Robustness against noisy signals in compressed videos

Abstract

Existing approaches in video captioning concentrate on exploring global frame features in the uncompressed videos, while the free of charge and critical saliency information already encoded in the compressed videos is generally neglected. We propose a video captioning method which operates directly on the stored compressed videos. To learn a discriminative visual representation for video captioning, we design a residuals-assisted encoder (RAE), which spots regions of interest in I-frames under the assistance of the residuals frames.
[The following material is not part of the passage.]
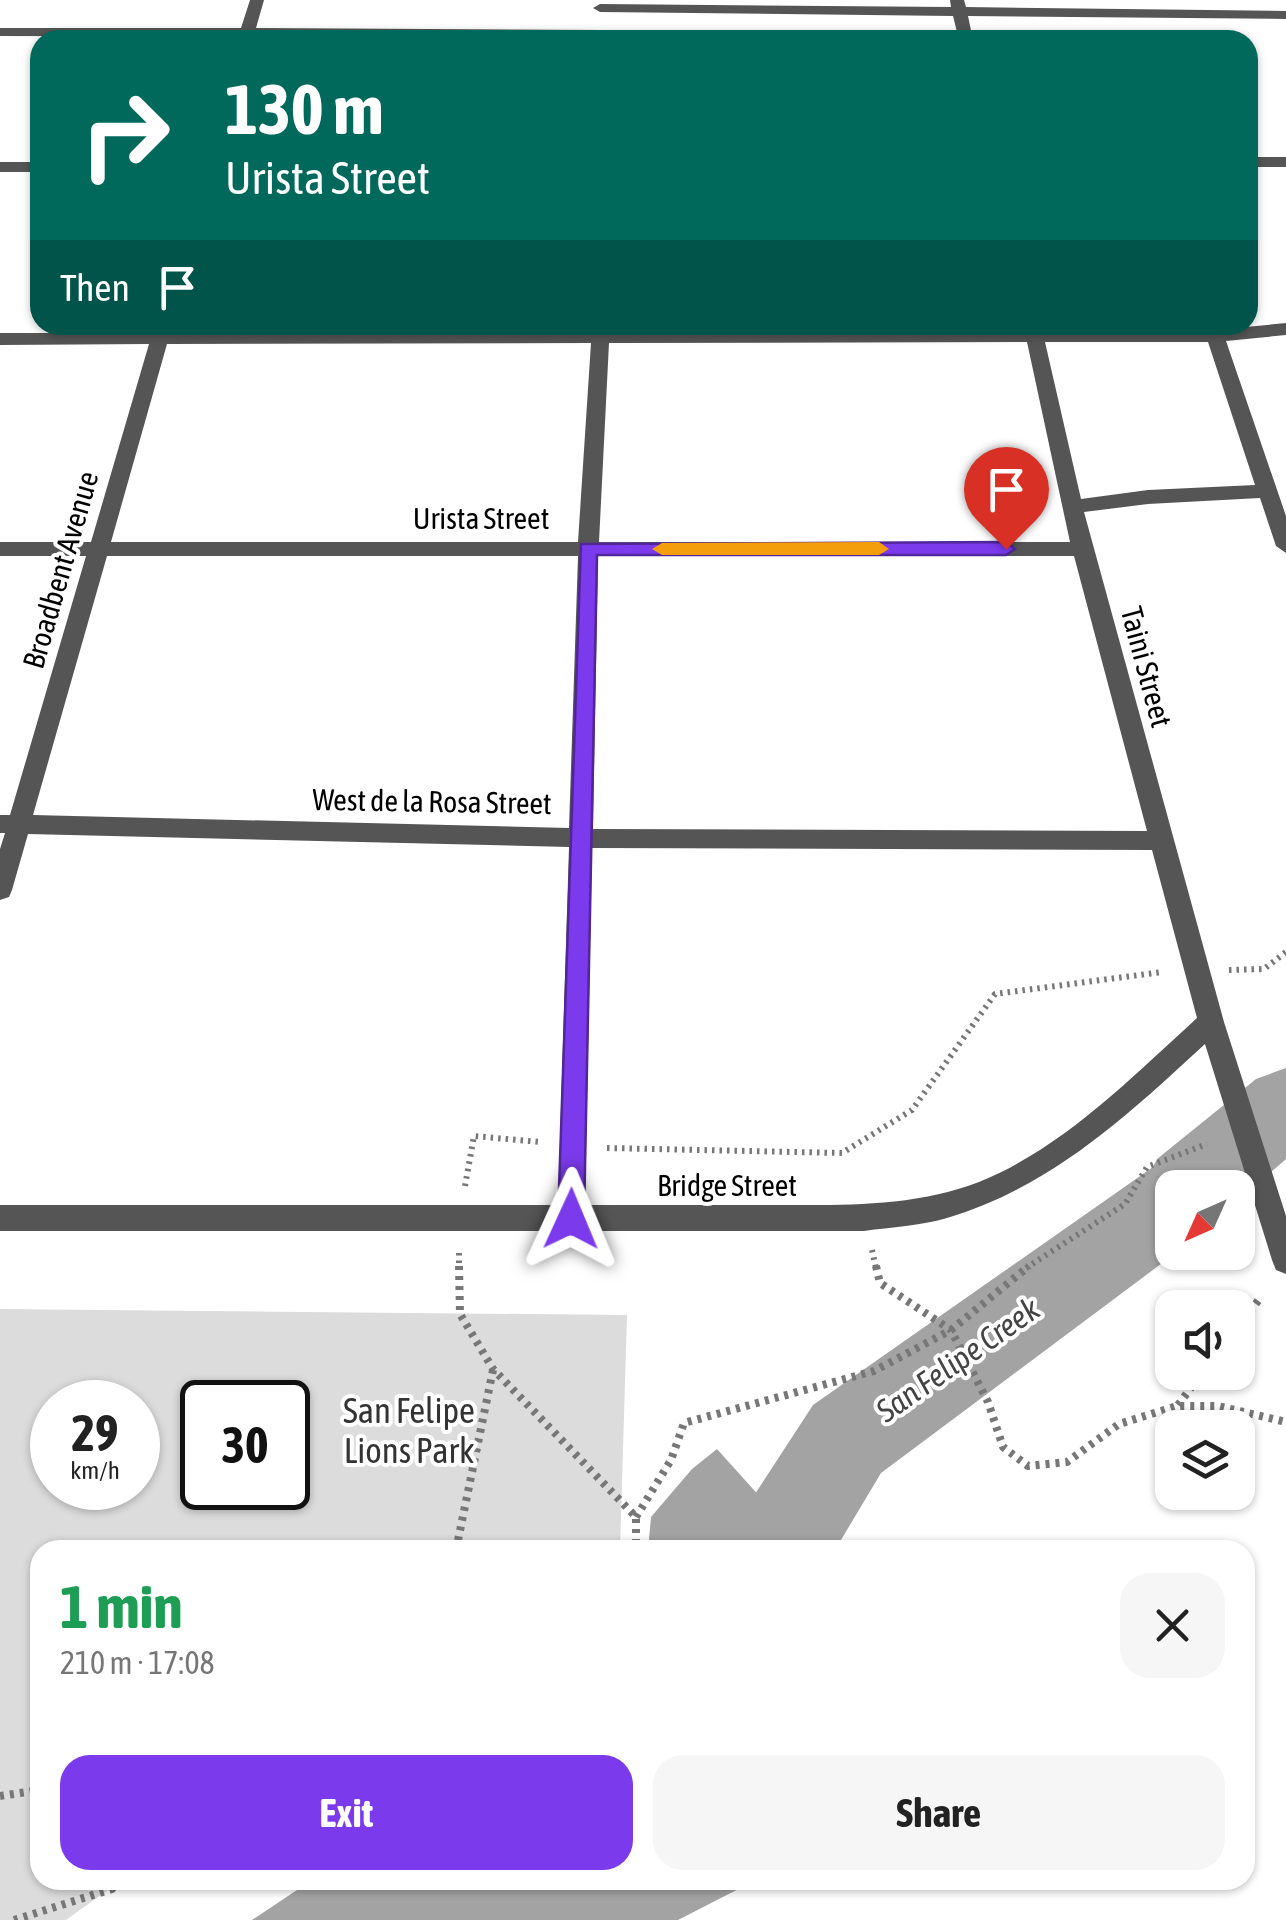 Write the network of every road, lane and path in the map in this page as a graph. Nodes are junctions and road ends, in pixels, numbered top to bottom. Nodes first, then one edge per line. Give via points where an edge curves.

First, we obtain the spatial attention weights by extracting features of residuals as the saliency value of each location in I-frame and design a spatial attention module to refine the attention weights. We further propose a temporal gate module to determine how much the attended features contribute to the caption generation, which enables the model to…

Peer Reviews

No public reviews on file for this paper yet. If you reviewed it on a platform where reviews are public (OpenReview, ICLR, NeurIPS, ICML), you can paste yours below so the community can read it here.

Videos

No videos yet. Explain this paper in a talk, walkthrough, or lecture? Add one.

Taxonomy

TopicsMultimodal Machine Learning Applications · Video Analysis and Summarization · Advanced Vision and Imaging

MethodsAverage Pooling · Convolution · Max Pooling · Sigmoid Activation · Communication--Guide||How Do I Communicate to Expedia?